** Records provided follows **

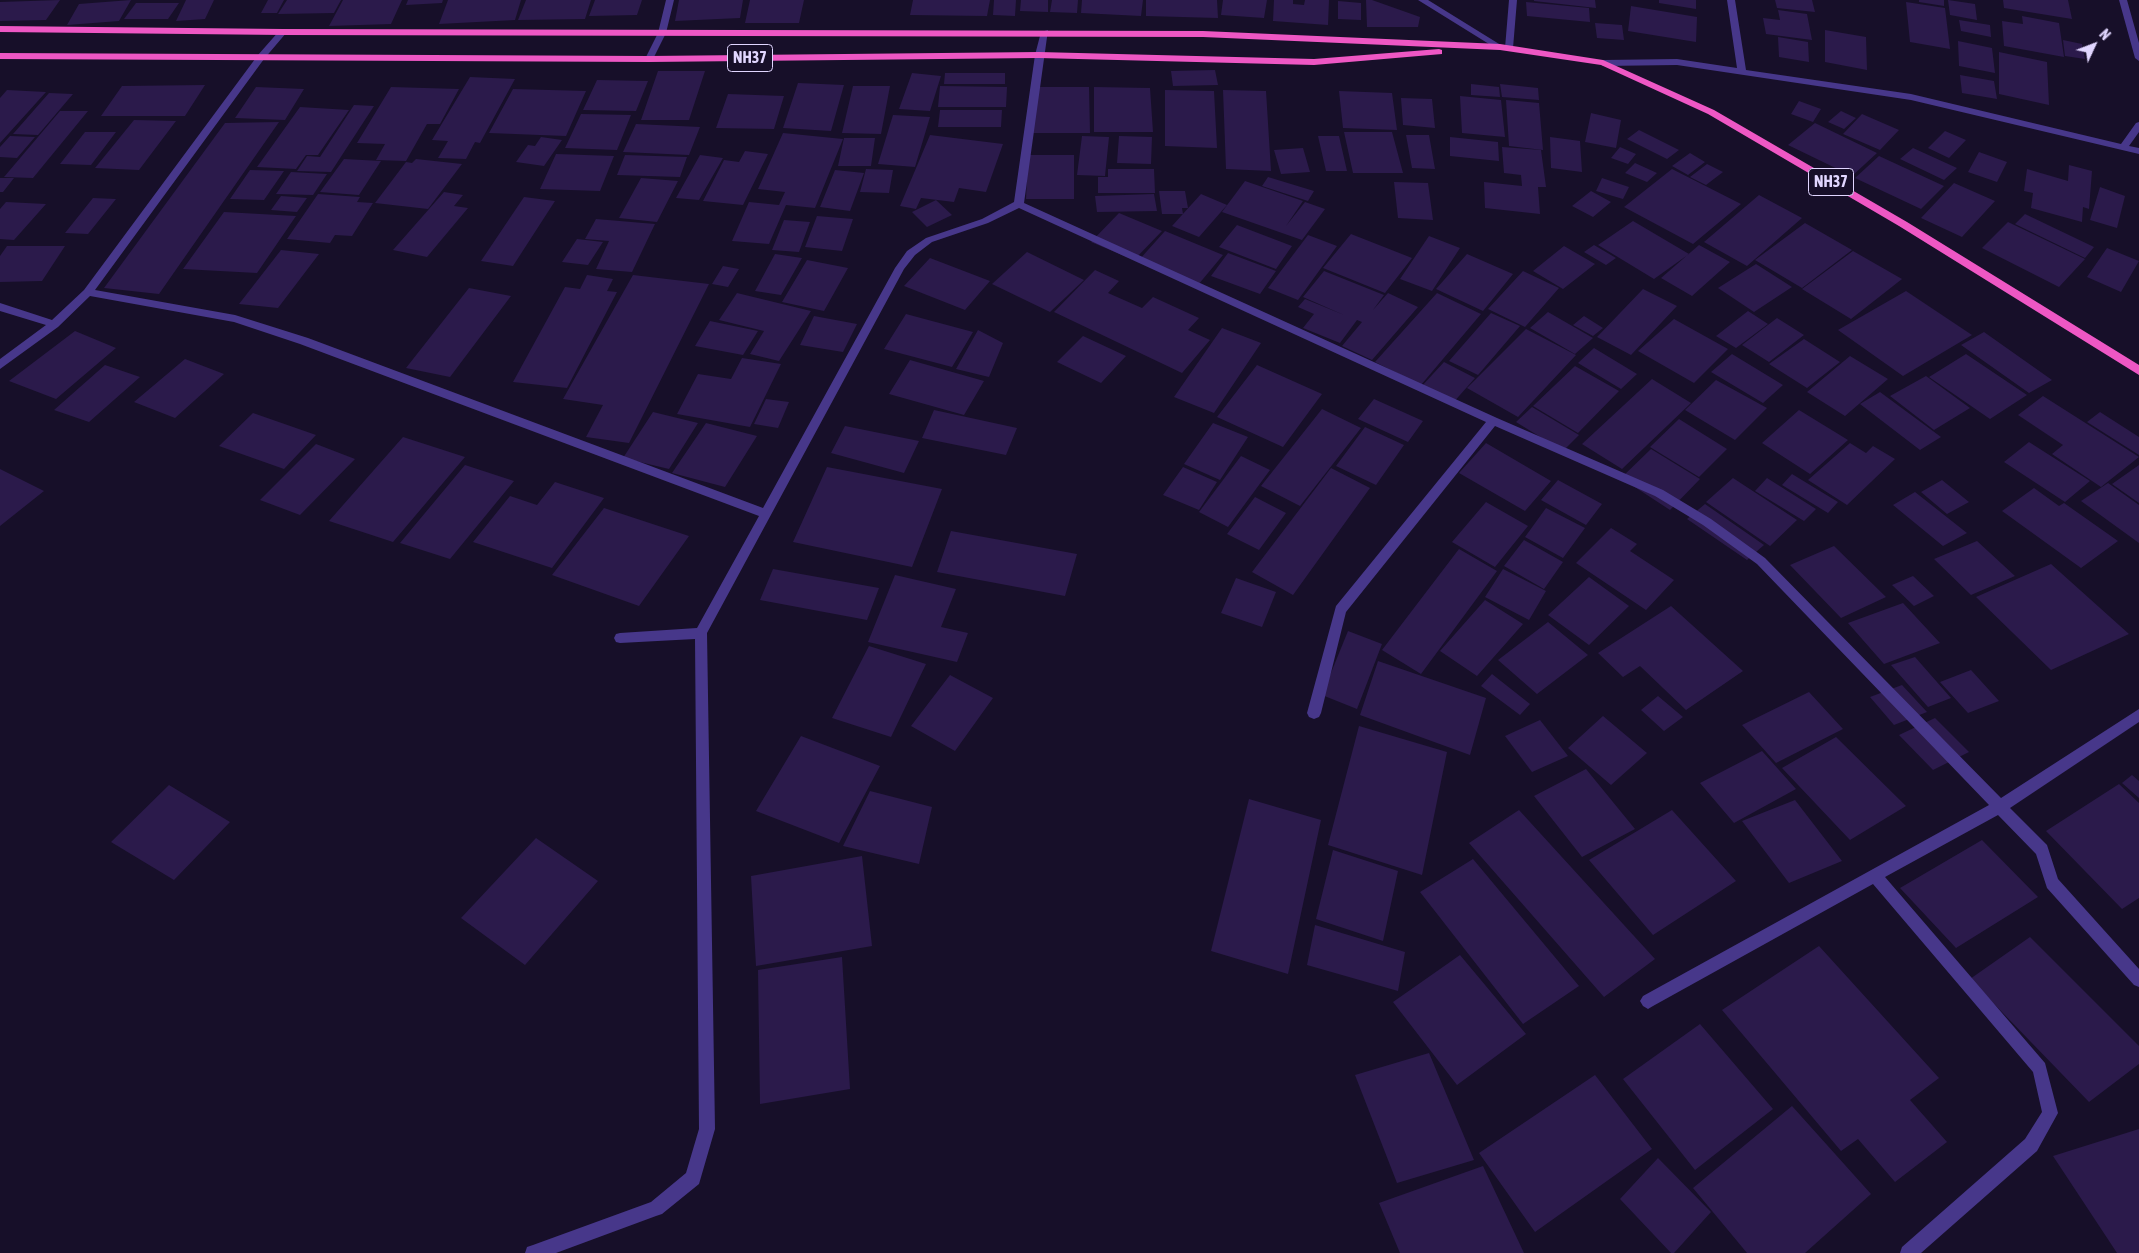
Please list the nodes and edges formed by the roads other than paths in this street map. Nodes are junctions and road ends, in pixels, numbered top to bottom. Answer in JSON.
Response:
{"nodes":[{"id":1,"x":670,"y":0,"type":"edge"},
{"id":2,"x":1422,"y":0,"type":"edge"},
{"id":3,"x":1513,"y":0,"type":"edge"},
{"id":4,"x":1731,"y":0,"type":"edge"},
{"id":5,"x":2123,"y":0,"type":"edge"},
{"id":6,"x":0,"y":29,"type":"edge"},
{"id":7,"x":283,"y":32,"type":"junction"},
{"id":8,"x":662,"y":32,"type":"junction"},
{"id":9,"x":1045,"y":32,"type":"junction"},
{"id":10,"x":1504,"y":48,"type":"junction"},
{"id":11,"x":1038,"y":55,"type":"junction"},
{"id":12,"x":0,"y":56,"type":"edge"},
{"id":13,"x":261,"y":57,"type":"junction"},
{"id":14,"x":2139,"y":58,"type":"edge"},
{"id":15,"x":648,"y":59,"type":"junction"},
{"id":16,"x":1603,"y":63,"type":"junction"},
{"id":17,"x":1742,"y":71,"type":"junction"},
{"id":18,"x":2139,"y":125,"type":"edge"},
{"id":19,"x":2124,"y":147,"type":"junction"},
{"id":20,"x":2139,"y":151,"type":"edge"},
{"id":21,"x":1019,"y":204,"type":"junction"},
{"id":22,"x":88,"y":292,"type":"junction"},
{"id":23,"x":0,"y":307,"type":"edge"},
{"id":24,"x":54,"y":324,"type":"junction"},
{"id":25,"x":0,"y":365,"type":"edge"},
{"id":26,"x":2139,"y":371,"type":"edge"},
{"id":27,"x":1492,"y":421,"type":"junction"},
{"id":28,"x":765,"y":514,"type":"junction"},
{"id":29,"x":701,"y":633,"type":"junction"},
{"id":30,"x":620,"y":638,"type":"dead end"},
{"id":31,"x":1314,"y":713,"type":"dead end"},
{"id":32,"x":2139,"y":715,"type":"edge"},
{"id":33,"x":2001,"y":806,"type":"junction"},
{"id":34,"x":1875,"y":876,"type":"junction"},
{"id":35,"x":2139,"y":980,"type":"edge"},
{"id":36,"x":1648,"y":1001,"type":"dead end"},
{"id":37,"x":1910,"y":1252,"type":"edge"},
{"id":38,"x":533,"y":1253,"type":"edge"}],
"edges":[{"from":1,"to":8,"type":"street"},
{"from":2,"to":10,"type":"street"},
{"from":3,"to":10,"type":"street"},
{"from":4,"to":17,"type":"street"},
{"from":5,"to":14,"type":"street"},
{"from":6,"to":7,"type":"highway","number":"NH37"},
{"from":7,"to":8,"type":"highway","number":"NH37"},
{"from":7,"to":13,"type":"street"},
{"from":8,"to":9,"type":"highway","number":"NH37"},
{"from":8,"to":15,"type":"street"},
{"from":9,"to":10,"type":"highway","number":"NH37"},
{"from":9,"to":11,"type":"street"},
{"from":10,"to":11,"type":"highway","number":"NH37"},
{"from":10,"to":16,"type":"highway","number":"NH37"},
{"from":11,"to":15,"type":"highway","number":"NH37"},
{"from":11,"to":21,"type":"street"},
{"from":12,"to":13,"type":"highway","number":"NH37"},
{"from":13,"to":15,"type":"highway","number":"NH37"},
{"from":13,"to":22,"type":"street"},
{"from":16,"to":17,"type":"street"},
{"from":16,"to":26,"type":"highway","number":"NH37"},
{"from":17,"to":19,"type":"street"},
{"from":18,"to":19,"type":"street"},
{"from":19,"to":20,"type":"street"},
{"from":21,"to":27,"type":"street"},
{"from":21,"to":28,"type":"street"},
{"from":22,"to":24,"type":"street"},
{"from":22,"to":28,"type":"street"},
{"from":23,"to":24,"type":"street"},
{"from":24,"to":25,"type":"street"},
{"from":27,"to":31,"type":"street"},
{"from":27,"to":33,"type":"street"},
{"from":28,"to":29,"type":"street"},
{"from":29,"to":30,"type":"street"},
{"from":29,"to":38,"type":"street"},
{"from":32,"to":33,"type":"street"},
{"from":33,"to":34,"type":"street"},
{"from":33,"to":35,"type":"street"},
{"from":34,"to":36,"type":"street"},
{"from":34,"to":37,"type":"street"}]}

** End of Records provided **

Write out the material exactly as it stands, omitting every picture.

Please list the nodes and edges formed by the roads other than paths in this street map. Nodes are junctions and road ends, in pixels, numbered top to bottom. Answer in JSON.
Response:
{"nodes":[{"id":1,"x":670,"y":0,"type":"edge"},
{"id":2,"x":1422,"y":0,"type":"edge"},
{"id":3,"x":1513,"y":0,"type":"edge"},
{"id":4,"x":1731,"y":0,"type":"edge"},
{"id":5,"x":2123,"y":0,"type":"edge"},
{"id":6,"x":0,"y":29,"type":"edge"},
{"id":7,"x":283,"y":32,"type":"junction"},
{"id":8,"x":662,"y":32,"type":"junction"},
{"id":9,"x":1045,"y":32,"type":"junction"},
{"id":10,"x":1504,"y":48,"type":"junction"},
{"id":11,"x":1038,"y":55,"type":"junction"},
{"id":12,"x":0,"y":56,"type":"edge"},
{"id":13,"x":261,"y":57,"type":"junction"},
{"id":14,"x":2139,"y":58,"type":"edge"},
{"id":15,"x":648,"y":59,"type":"junction"},
{"id":16,"x":1603,"y":63,"type":"junction"},
{"id":17,"x":1742,"y":71,"type":"junction"},
{"id":18,"x":2139,"y":125,"type":"edge"},
{"id":19,"x":2124,"y":147,"type":"junction"},
{"id":20,"x":2139,"y":151,"type":"edge"},
{"id":21,"x":1019,"y":204,"type":"junction"},
{"id":22,"x":88,"y":292,"type":"junction"},
{"id":23,"x":0,"y":307,"type":"edge"},
{"id":24,"x":54,"y":324,"type":"junction"},
{"id":25,"x":0,"y":365,"type":"edge"},
{"id":26,"x":2139,"y":371,"type":"edge"},
{"id":27,"x":1492,"y":421,"type":"junction"},
{"id":28,"x":765,"y":514,"type":"junction"},
{"id":29,"x":701,"y":633,"type":"junction"},
{"id":30,"x":620,"y":638,"type":"dead end"},
{"id":31,"x":1314,"y":713,"type":"dead end"},
{"id":32,"x":2139,"y":715,"type":"edge"},
{"id":33,"x":2001,"y":806,"type":"junction"},
{"id":34,"x":1875,"y":876,"type":"junction"},
{"id":35,"x":2139,"y":980,"type":"edge"},
{"id":36,"x":1648,"y":1001,"type":"dead end"},
{"id":37,"x":1910,"y":1252,"type":"edge"},
{"id":38,"x":533,"y":1253,"type":"edge"}],
"edges":[{"from":1,"to":8,"type":"street"},
{"from":2,"to":10,"type":"street"},
{"from":3,"to":10,"type":"street"},
{"from":4,"to":17,"type":"street"},
{"from":5,"to":14,"type":"street"},
{"from":6,"to":7,"type":"highway","number":"NH37"},
{"from":7,"to":8,"type":"highway","number":"NH37"},
{"from":7,"to":13,"type":"street"},
{"from":8,"to":9,"type":"highway","number":"NH37"},
{"from":8,"to":15,"type":"street"},
{"from":9,"to":10,"type":"highway","number":"NH37"},
{"from":9,"to":11,"type":"street"},
{"from":10,"to":11,"type":"highway","number":"NH37"},
{"from":10,"to":16,"type":"highway","number":"NH37"},
{"from":11,"to":15,"type":"highway","number":"NH37"},
{"from":11,"to":21,"type":"street"},
{"from":12,"to":13,"type":"highway","number":"NH37"},
{"from":13,"to":15,"type":"highway","number":"NH37"},
{"from":13,"to":22,"type":"street"},
{"from":16,"to":17,"type":"street"},
{"from":16,"to":26,"type":"highway","number":"NH37"},
{"from":17,"to":19,"type":"street"},
{"from":18,"to":19,"type":"street"},
{"from":19,"to":20,"type":"street"},
{"from":21,"to":27,"type":"street"},
{"from":21,"to":28,"type":"street"},
{"from":22,"to":24,"type":"street"},
{"from":22,"to":28,"type":"street"},
{"from":23,"to":24,"type":"street"},
{"from":24,"to":25,"type":"street"},
{"from":27,"to":31,"type":"street"},
{"from":27,"to":33,"type":"street"},
{"from":28,"to":29,"type":"street"},
{"from":29,"to":30,"type":"street"},
{"from":29,"to":38,"type":"street"},
{"from":32,"to":33,"type":"street"},
{"from":33,"to":34,"type":"street"},
{"from":33,"to":35,"type":"street"},
{"from":34,"to":36,"type":"street"},
{"from":34,"to":37,"type":"street"}]}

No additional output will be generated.